> _WHAT YOU NEED TO DO_
Copy each line from the listing below where the word "wrist" shows up.

> _RECORDS SUPPLIED_
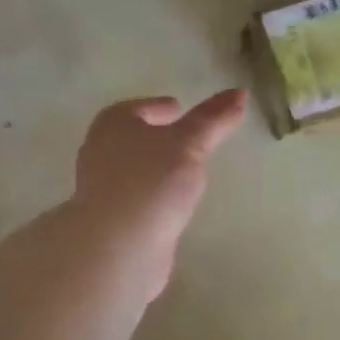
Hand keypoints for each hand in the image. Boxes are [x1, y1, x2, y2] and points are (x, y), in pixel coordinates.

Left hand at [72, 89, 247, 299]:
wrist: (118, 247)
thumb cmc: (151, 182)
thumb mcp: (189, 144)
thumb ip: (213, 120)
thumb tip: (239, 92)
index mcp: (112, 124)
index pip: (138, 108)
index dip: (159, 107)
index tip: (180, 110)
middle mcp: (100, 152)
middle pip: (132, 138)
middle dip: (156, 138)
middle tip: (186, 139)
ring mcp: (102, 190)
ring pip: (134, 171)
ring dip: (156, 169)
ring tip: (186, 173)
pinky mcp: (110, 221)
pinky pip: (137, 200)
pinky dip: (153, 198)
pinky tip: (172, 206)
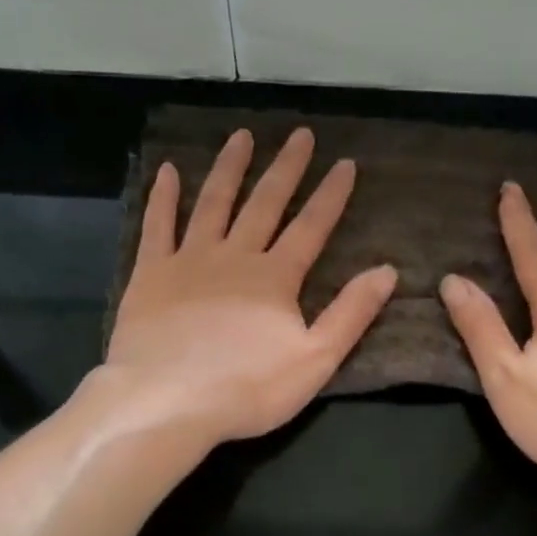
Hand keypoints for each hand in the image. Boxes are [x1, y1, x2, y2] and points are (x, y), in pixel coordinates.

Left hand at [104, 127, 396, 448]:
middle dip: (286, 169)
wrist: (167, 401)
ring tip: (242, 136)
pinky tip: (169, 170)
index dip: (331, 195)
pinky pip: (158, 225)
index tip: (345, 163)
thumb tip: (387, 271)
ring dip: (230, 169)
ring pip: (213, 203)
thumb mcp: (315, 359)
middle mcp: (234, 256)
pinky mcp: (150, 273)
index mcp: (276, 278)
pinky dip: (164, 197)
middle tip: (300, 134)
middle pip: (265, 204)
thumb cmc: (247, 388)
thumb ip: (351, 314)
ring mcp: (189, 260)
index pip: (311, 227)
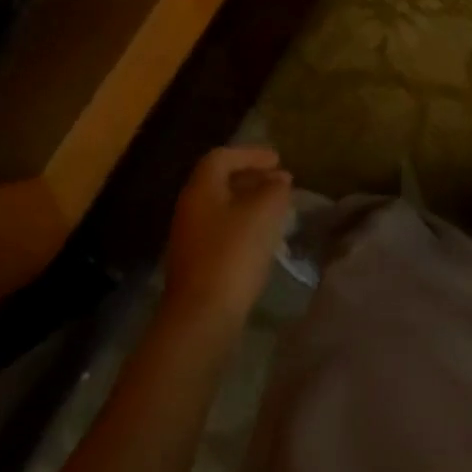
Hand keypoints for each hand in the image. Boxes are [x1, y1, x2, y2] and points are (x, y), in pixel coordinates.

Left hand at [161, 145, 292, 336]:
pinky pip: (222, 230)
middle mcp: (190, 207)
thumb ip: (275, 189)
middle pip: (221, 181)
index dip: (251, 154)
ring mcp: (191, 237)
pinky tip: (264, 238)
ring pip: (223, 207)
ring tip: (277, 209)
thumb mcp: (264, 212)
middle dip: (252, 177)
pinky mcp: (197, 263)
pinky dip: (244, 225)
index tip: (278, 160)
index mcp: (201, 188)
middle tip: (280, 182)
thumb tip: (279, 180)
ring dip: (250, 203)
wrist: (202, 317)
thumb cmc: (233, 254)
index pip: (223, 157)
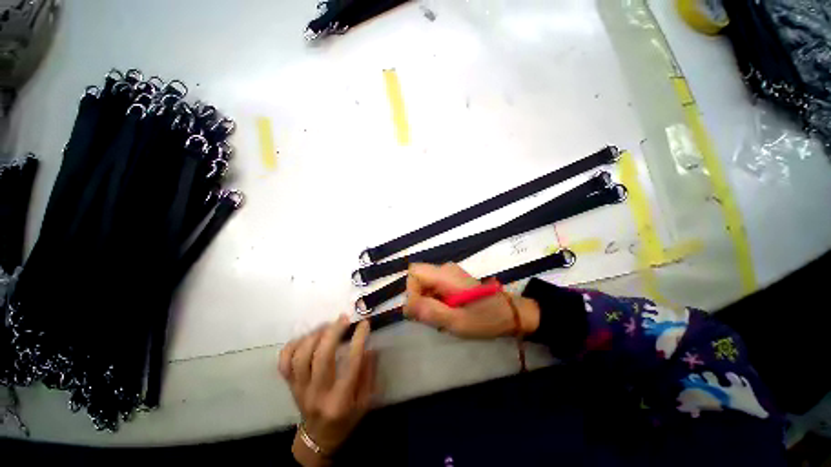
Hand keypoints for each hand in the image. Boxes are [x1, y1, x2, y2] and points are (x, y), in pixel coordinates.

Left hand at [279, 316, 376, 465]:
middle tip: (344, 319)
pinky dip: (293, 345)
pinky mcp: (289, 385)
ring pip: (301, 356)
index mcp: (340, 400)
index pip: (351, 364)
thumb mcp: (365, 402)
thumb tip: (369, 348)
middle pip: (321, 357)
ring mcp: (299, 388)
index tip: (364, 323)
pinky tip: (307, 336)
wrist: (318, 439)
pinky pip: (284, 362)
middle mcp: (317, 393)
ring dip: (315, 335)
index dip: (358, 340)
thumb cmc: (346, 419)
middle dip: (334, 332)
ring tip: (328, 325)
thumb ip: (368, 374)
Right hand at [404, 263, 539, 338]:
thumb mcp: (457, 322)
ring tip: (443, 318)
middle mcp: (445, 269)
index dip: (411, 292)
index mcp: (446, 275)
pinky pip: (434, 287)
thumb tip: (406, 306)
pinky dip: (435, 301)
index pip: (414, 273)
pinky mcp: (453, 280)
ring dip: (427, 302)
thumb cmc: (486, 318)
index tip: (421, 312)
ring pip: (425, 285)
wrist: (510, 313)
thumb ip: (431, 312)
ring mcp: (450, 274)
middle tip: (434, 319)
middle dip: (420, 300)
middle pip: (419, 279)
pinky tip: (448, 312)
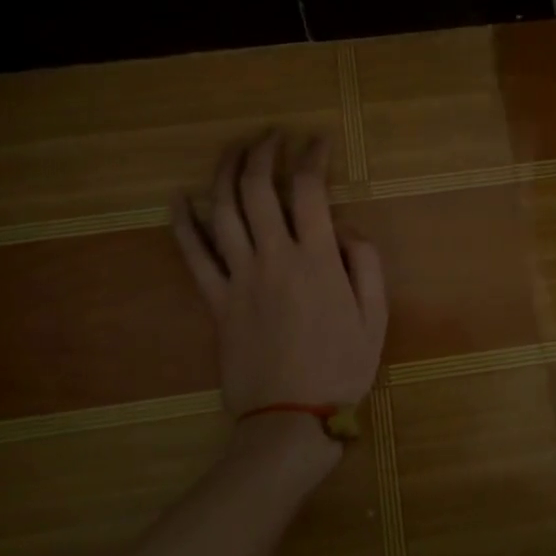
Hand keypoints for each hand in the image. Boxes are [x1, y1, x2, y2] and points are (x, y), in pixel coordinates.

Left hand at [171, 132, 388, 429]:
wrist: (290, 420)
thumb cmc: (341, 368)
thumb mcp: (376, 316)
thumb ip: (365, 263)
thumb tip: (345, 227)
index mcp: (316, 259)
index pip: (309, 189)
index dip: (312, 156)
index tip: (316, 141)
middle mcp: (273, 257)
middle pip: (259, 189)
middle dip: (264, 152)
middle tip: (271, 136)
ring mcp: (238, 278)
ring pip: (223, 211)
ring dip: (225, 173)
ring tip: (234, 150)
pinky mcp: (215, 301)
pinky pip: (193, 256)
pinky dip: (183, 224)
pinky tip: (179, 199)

* * *

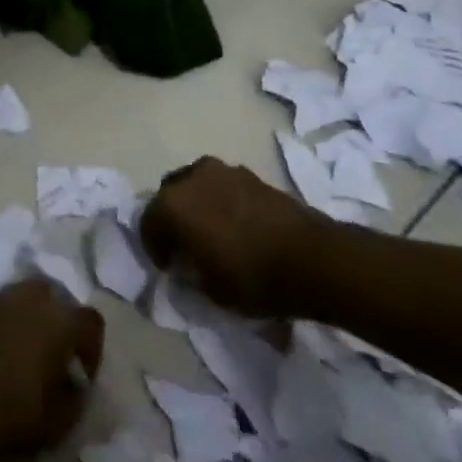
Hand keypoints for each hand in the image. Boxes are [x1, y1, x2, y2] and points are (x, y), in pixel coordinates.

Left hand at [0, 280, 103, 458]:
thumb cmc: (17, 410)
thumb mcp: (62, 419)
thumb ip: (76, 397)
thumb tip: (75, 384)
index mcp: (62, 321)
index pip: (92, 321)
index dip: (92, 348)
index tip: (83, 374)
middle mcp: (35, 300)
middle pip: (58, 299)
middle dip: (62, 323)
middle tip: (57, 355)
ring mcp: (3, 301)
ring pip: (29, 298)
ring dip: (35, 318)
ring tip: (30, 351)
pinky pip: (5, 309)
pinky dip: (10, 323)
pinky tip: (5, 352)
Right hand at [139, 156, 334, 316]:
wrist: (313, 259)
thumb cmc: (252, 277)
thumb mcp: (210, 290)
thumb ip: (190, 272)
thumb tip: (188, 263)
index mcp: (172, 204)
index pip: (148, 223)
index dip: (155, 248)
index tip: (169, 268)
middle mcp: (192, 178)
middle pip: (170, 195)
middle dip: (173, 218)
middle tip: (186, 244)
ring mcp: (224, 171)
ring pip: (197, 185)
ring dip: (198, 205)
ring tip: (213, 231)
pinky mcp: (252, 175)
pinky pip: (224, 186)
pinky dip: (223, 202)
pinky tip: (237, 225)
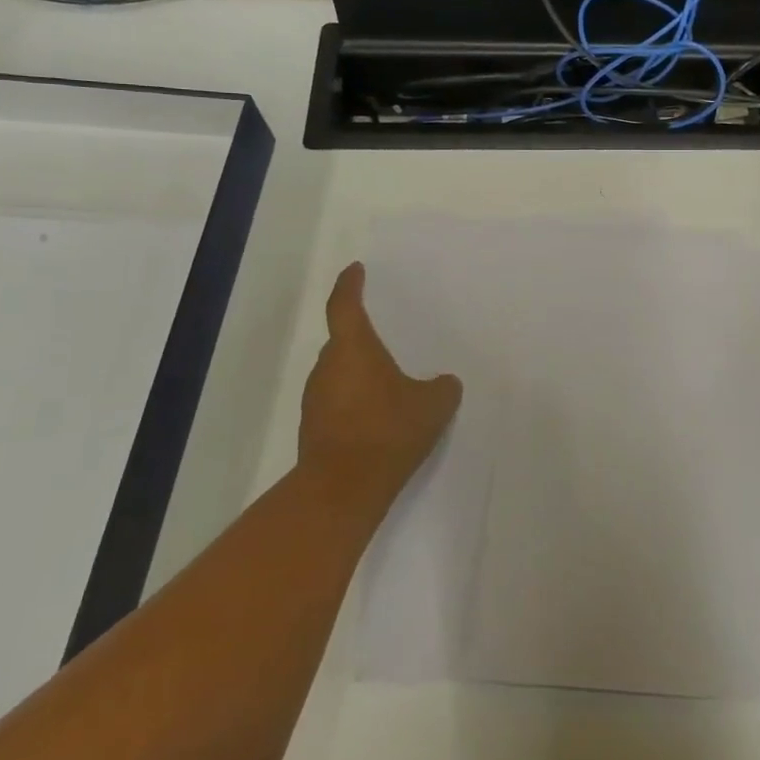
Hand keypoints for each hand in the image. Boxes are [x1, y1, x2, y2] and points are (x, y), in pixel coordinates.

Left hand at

> _ANSWER SPACE_
wrist: (118, 247)
wrist: (167, 401)
wrist: (202, 317)
wrist: (318, 439)
wrist: (510, 313)
wrist: (290, 420)
wrist: (313, 259)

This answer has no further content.